Information supplied:
○ ○ ○ ○ ○

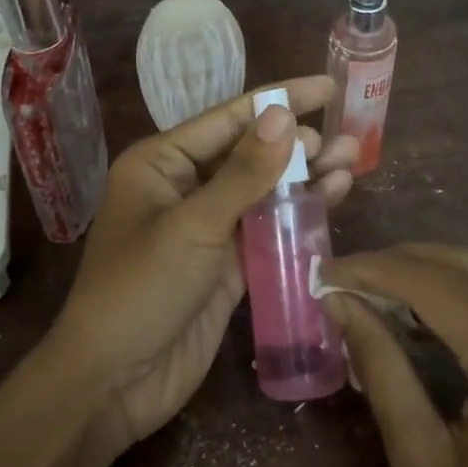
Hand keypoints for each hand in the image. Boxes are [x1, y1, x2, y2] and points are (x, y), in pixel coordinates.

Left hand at [47, 77, 358, 454]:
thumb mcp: (193, 225)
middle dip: (297, 143)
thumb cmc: (140, 289)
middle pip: (249, 153)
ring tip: (352, 161)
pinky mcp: (226, 265)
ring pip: (263, 190)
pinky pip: (267, 228)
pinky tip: (333, 198)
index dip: (279, 100)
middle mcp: (183, 187)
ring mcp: (206, 227)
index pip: (227, 118)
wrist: (115, 380)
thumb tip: (285, 116)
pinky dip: (298, 214)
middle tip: (344, 142)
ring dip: (304, 177)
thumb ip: (243, 173)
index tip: (327, 86)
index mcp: (160, 163)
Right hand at [325, 246, 467, 466]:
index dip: (375, 269)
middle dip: (404, 261)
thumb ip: (381, 368)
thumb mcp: (423, 462)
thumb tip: (340, 303)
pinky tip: (432, 312)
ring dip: (437, 272)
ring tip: (380, 289)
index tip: (326, 272)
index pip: (437, 285)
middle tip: (349, 276)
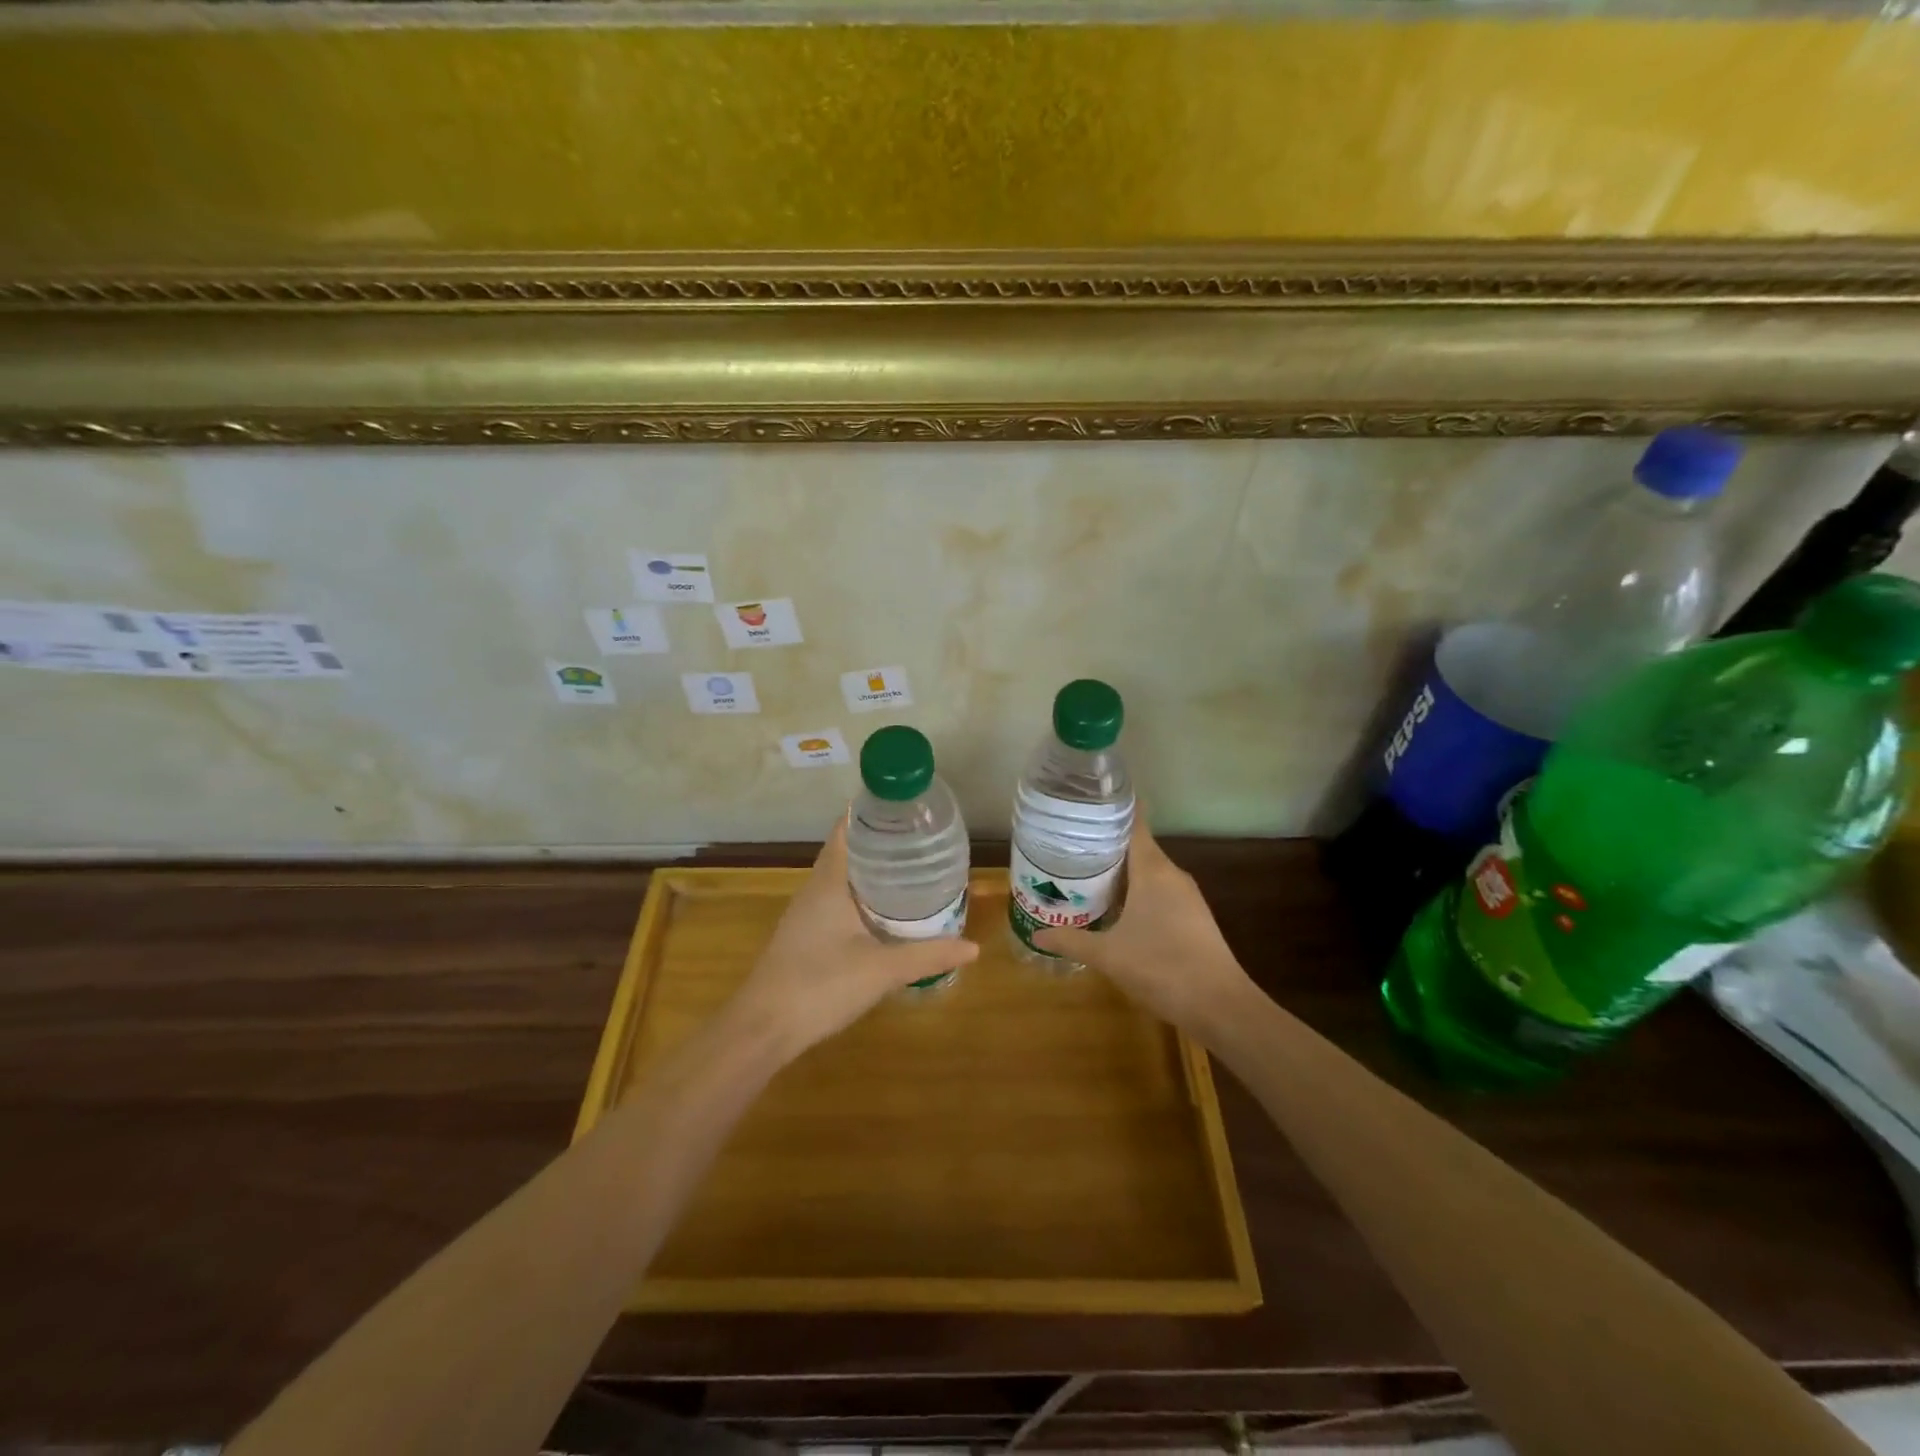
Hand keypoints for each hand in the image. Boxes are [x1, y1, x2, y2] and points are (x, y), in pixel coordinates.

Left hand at [725, 817, 979, 1060]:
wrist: (763, 1028)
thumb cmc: (820, 985)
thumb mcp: (882, 969)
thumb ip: (928, 955)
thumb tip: (973, 947)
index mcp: (829, 882)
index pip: (846, 829)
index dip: (873, 813)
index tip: (907, 808)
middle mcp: (815, 889)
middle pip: (848, 851)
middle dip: (882, 842)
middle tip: (923, 839)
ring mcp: (807, 914)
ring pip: (843, 879)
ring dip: (873, 872)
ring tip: (913, 869)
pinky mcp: (806, 937)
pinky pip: (839, 902)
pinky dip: (864, 897)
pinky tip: (887, 913)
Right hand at [1036, 819, 1255, 1039]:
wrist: (1220, 1006)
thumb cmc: (1161, 967)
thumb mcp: (1107, 955)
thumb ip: (1071, 941)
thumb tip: (1035, 935)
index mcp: (1153, 871)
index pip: (1134, 825)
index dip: (1113, 810)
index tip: (1087, 802)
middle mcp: (1172, 875)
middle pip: (1138, 848)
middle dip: (1106, 845)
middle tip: (1070, 844)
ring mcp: (1187, 897)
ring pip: (1149, 872)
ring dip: (1121, 872)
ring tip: (1086, 873)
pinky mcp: (1193, 918)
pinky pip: (1159, 892)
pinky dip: (1137, 892)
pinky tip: (1117, 908)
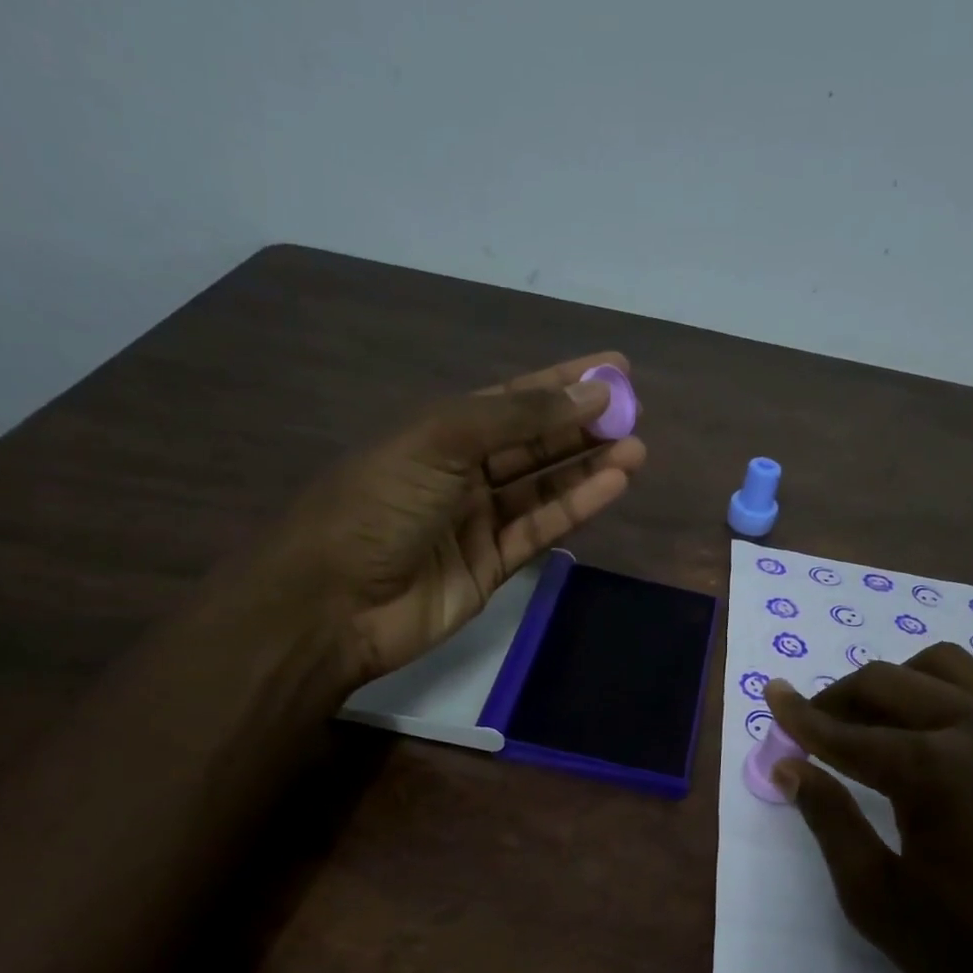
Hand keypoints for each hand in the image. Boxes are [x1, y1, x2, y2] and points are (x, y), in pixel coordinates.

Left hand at [247, 352, 645, 684]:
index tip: (614, 370)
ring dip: (589, 467)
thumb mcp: (442, 441)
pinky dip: (577, 507)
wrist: (336, 602)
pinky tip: (613, 485)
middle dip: (583, 426)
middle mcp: (462, 471)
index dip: (563, 382)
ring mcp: (478, 521)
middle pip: (534, 442)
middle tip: (634, 412)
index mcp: (440, 431)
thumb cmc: (379, 505)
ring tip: (636, 448)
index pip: (513, 398)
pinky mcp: (493, 566)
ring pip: (544, 486)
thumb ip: (518, 417)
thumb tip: (590, 393)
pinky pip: (541, 529)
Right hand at [765, 643, 972, 972]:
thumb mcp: (882, 902)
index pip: (845, 730)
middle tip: (814, 727)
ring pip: (946, 668)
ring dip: (897, 683)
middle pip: (891, 681)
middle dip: (840, 696)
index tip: (771, 695)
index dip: (799, 715)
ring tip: (876, 723)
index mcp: (932, 770)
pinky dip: (946, 697)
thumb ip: (831, 822)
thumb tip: (791, 767)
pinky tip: (939, 741)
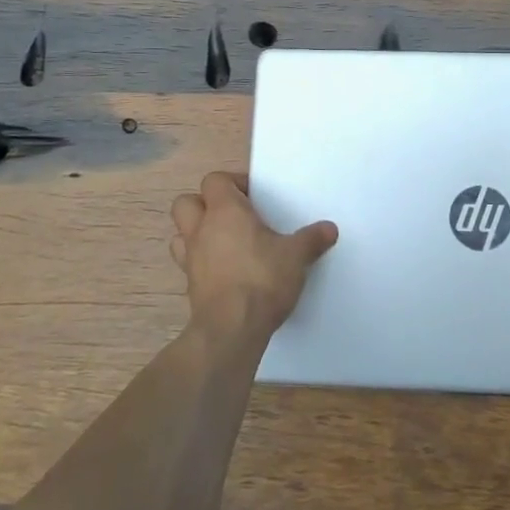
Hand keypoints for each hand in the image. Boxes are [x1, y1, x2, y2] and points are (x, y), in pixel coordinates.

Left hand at [169, 171, 337, 342]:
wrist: (232, 329)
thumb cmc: (262, 279)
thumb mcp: (296, 256)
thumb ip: (312, 239)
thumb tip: (329, 229)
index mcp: (225, 211)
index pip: (214, 180)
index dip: (232, 183)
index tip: (254, 197)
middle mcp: (201, 229)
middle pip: (186, 202)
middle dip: (204, 204)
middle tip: (233, 216)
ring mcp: (191, 259)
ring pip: (180, 234)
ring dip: (196, 234)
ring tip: (224, 243)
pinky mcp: (190, 286)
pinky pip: (188, 264)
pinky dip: (201, 263)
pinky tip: (224, 272)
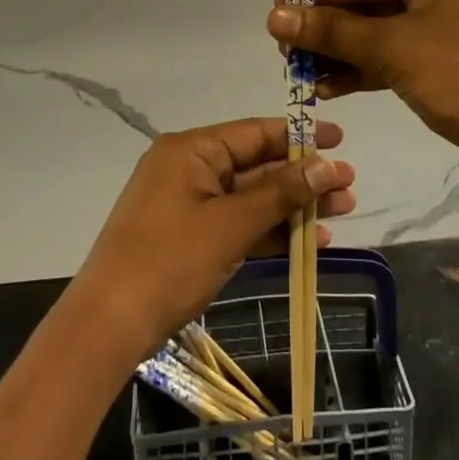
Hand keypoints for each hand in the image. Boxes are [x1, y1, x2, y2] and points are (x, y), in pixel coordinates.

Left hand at [69, 118, 355, 364]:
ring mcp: (187, 204)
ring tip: (343, 213)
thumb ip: (280, 193)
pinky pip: (236, 224)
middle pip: (256, 165)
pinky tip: (310, 243)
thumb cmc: (169, 262)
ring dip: (292, 207)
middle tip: (350, 186)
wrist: (108, 326)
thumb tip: (326, 166)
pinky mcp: (188, 237)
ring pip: (250, 198)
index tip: (339, 139)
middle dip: (303, 178)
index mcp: (190, 150)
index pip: (254, 133)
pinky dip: (269, 231)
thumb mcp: (231, 225)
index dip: (299, 136)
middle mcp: (188, 168)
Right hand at [267, 0, 458, 189]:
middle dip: (326, 28)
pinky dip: (362, 70)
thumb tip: (275, 14)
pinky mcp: (445, 63)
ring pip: (379, 34)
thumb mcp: (393, 48)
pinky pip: (393, 58)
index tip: (276, 8)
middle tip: (284, 47)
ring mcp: (445, 28)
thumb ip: (332, 31)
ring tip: (298, 70)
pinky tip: (328, 87)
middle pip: (369, 3)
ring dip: (340, 52)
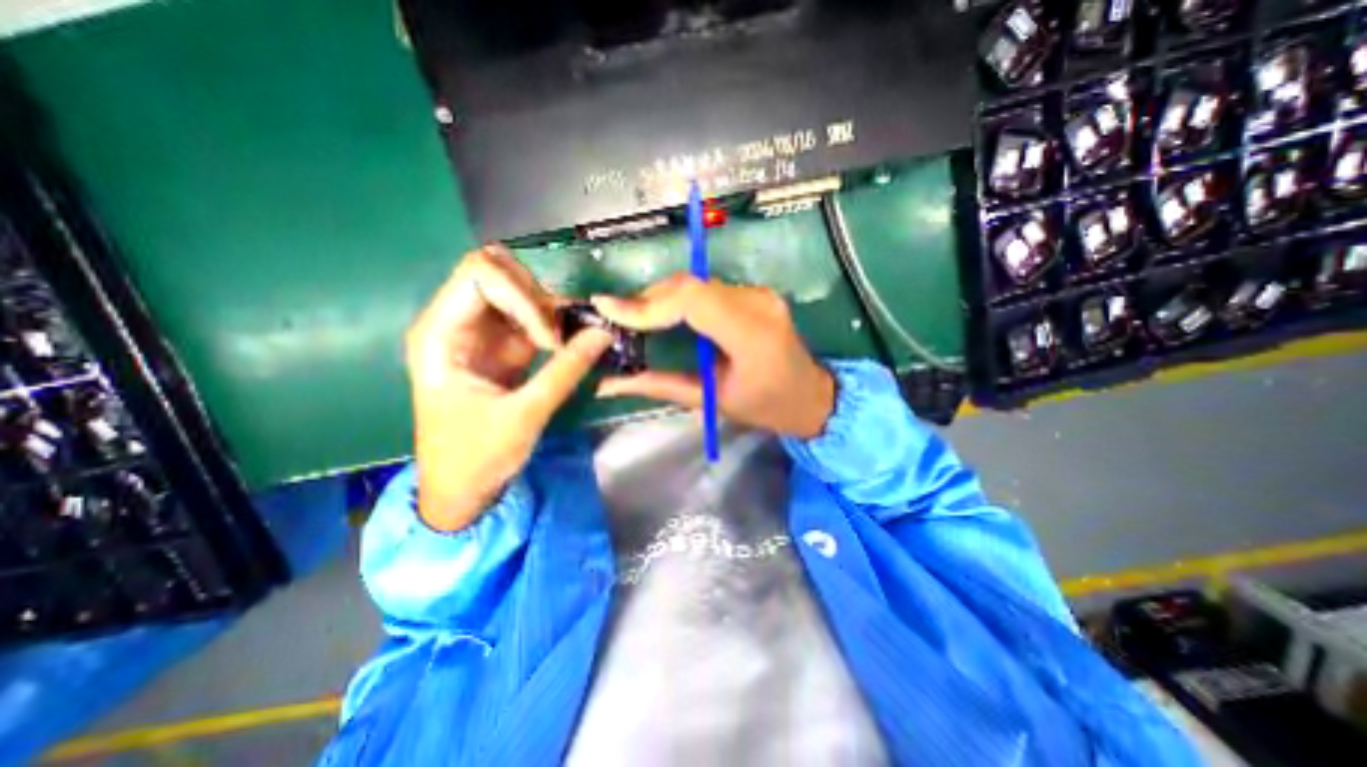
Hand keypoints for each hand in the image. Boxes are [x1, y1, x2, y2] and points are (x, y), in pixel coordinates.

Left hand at [404, 246, 614, 532]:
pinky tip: (573, 343)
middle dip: (537, 296)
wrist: (461, 488)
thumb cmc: (476, 456)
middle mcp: (457, 322)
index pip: (479, 274)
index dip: (521, 295)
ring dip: (550, 310)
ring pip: (519, 293)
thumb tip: (604, 333)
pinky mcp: (502, 347)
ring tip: (575, 340)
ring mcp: (481, 334)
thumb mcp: (524, 415)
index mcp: (440, 334)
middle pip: (499, 273)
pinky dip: (555, 325)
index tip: (548, 339)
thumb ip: (565, 371)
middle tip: (563, 333)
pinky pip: (531, 319)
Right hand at [597, 276, 837, 439]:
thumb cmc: (766, 407)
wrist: (811, 396)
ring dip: (662, 297)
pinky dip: (680, 298)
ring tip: (636, 318)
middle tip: (619, 318)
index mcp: (751, 335)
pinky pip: (709, 288)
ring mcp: (760, 293)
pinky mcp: (756, 293)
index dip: (646, 303)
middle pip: (690, 286)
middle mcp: (758, 303)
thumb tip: (608, 384)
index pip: (691, 300)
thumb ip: (658, 386)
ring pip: (697, 283)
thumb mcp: (710, 401)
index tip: (608, 309)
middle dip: (648, 299)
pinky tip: (666, 314)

○ ○ ○ ○ ○

To do:
Everything in the listing is to be returned word for word, except the pictures.

Output of the task:
Hand keypoints for each hand in the image. Boxes are [x1, y1, x2, y2] and points are (x, y), in pixel coordinates.

Left hand at [47, 77, 358, 454]:
thumb mcp: (193, 225)
middle dip: (297, 143)
thumb cmc: (140, 289)
middle pip: (249, 153)
ring tip: (352, 161)
pinky mcp: (226, 265)
ring pip: (263, 190)
pinky pip: (267, 228)
pinky tip: (333, 198)
index dip: (279, 100)
middle mcp: (183, 187)
ring mcp: (206, 227)
index pip: (227, 118)
wrist: (115, 380)
thumb tip: (285, 116)
pinky dip: (298, 214)
middle tip: (344, 142)
ring dip: (304, 177)
thumb ip: (243, 173)
index tip: (327, 86)
index mcp: (160, 163)
Right hand at [325, 246, 467, 466]:
index dip: (375, 269)
middle dip: (404, 261)
thumb ip: (381, 368)
thumb mcp: (423, 462)
thumb tip: (340, 303)
pinky tip: (432, 312)
ring dip: (437, 272)
ring tip: (380, 289)
index tip: (326, 272)
index pip: (437, 285)
middle tip: (349, 276)
Hand keypoints for each hand in the image. Boxes are [x1, y1, x2, y2] and points are (x, y), in pixel coordinates.

Left hand at [725, 817, 979, 1060]:
wrist: (763, 1028)
thumb cmc: (820, 985)
thumb mcp: (882, 969)
thumb ip: (928, 955)
thumb tip: (973, 947)
index mcp: (829, 882)
index pip: (846, 829)
index dip: (873, 813)
index tip: (907, 808)
middle mcp: (815, 889)
middle pip: (848, 851)
middle dip: (882, 842)
middle tip: (923, 839)
ring mcp: (807, 914)
ring pip: (843, 879)
ring dip: (873, 872)
ring tip: (913, 869)
pinky mcp: (806, 937)
pinky pip: (839, 902)
pinky dip: (864, 897)
pinky tip: (887, 913)
Right hand at [1036, 819, 1255, 1039]:
wrist: (1220, 1006)
thumb cmc: (1161, 967)
thumb mcp: (1107, 955)
thumb ip: (1071, 941)
thumb tip: (1035, 935)
index mcp: (1153, 871)
index pip: (1134, 825)
index dip: (1113, 810)
index tip: (1087, 802)
middle mcp: (1172, 875)
middle pip: (1138, 848)
middle dip: (1106, 845)
middle tip: (1070, 844)
ring mcp: (1187, 897)
ring pip: (1149, 872)
ring dip: (1121, 872)
ring tip: (1086, 873)
pinky mcp: (1193, 918)
pinky pip: (1159, 892)
pinky dip: (1137, 892)
pinky tip: (1117, 908)
Hand keypoints for each hand in the image. Boxes are [x1, y1, x2, y2] and points are (x, y), in pixel coordinates.

Left hand at [247, 352, 645, 684]:
index tip: (614, 370)
ring dip: (589, 467)
thumb mcp: (442, 441)
pinky dip: (577, 507)
wrist: (336, 602)
pinky tip: (613, 485)
middle dip: (583, 426)
middle mcp: (462, 471)
index dip: (563, 382)
ring mcp: (478, 521)
middle pip: (534, 442)
middle tip: (634, 412)
index mcp: (440, 431)
thumb cmc: (379, 505)
ring tip: (636, 448)
index pip: (513, 398)
pinky mcp: (493, 566)
ring pip: (544, 486)
thumb ip: (518, 417)
thumb tip: (590, 393)
pinky pip: (541, 529)
Right hand at [765, 643, 972, 972]:
thumb mcp: (882, 902)
index pip: (845, 730)
middle tip: (814, 727)
ring pip: (946, 668)
ring dip: (897, 683)
middle pip: (891, 681)
middle dip: (840, 696)
index tip: (771, 695)
index dip: (799, 715)
ring tip: (876, 723)
index mcp: (932, 770)
pinky dip: (946, 697)
thumb ip: (831, 822)
thumb tip: (791, 767)
pinky tip: (939, 741)
Hand keypoints for each hand in the image. Boxes are [x1, y1, x2, y2] and points are (x, y), in pixel coordinates.

Left hand at [169, 171, 337, 342]:
wrist: (232, 329)
thumb cmc: (262, 279)
thumb mcp: (296, 256)
thumb ip: (312, 239)
thumb tip: (329, 229)
index mcp: (225, 211)
index pip: (214, 180)
index dip: (232, 183)
index tip: (254, 197)
middle mcp: (201, 229)
middle pip: (186, 202)
middle dip: (204, 204)
middle tip: (233, 216)
ring mcp: (191, 259)
ring pip: (180, 234)
ring dip: (196, 234)
ring tip: (224, 243)
pinky mcp: (190, 286)
pinky pip: (188, 264)
pinky dip: (201, 263)
pinky tip: (224, 272)
Hand keypoints for each hand in the image. Boxes are [x1, y1, x2, y2] and points are (x, y), in pixel coordinates.

Left hand at [69, 118, 355, 364]:
ring mcp: (187, 204)
ring tip: (343, 213)
thumb ip: (280, 193)
pinky pip: (236, 224)
middle pip: (256, 165)
pinky tip: (310, 243)
thumb cmc: (169, 262)
ring dip: (292, 207)
middle tip: (350, 186)
wrist: (108, 326)
thumb tip: (326, 166)
pinky mcp: (188, 237)
ring pip: (250, 198)
index tip: (339, 139)
middle dip: (303, 178)
index mcp: (190, 150)
index pip: (254, 133)
pinky dip: (269, 231)
thumb mcp: (231, 225)
index dip: (299, 136)
middle mcp: (188, 168)
Right hand at [267, 0, 458, 189]:
middle dip: (326, 28)
pinky dip: (362, 70)
thumb tip: (275, 14)
pinky mcp: (445, 63)
ring pip: (379, 34)
thumb mcp: (393, 48)
pinky pip: (393, 58)
index tip: (276, 8)
middle tip: (284, 47)
ring mcp: (445, 28)
thumb ip: (332, 31)
ring tip: (298, 70)
pinky tip: (328, 87)
middle pip: (369, 3)
ring dip: (340, 52)
Hand keypoints for each hand in the image. Boxes are [x1, y1, x2, y2] and points are (x, y), in pixel coordinates.

Left hand at [404, 246, 614, 532]:
pinky tip: (573, 343)
middle dip: (537, 296)
wrist: (461, 488)
thumb cmc: (476, 456)
middle mcp: (457, 322)
index pip: (479, 274)
index dip: (521, 295)
ring dip: (550, 310)
ring pip: (519, 293)
thumb tip: (604, 333)
pinky mcp: (502, 347)
ring tip: (575, 340)
ring mcp: (481, 334)
thumb mcp: (524, 415)
index mcp: (440, 334)
middle pip: (499, 273)
pinky dip: (555, 325)
index tip: (548, 339)
thumb ip: (565, 371)
middle tip: (563, 333)
pinky pip: (531, 319)
Right hand at [597, 276, 837, 439]:
thumb cmc: (766, 407)
wrist: (811, 396)
ring dip: (662, 297)
pinky dip: (680, 298)
ring tip: (636, 318)
middle tip: (619, 318)
index mcp: (751, 335)
pinky pip: (709, 288)
ring mcp: (760, 293)
pinky mcp: (756, 293)
index dip: (646, 303)
middle pip: (690, 286)
middle mcp: (758, 303)
thumb tip: (608, 384)
index pip: (691, 300)
thumb ip: (658, 386)
ring pip: (697, 283)
thumb mcp: (710, 401)
index tip: (608, 309)
middle dip: (648, 299)
pinky tip: (666, 314)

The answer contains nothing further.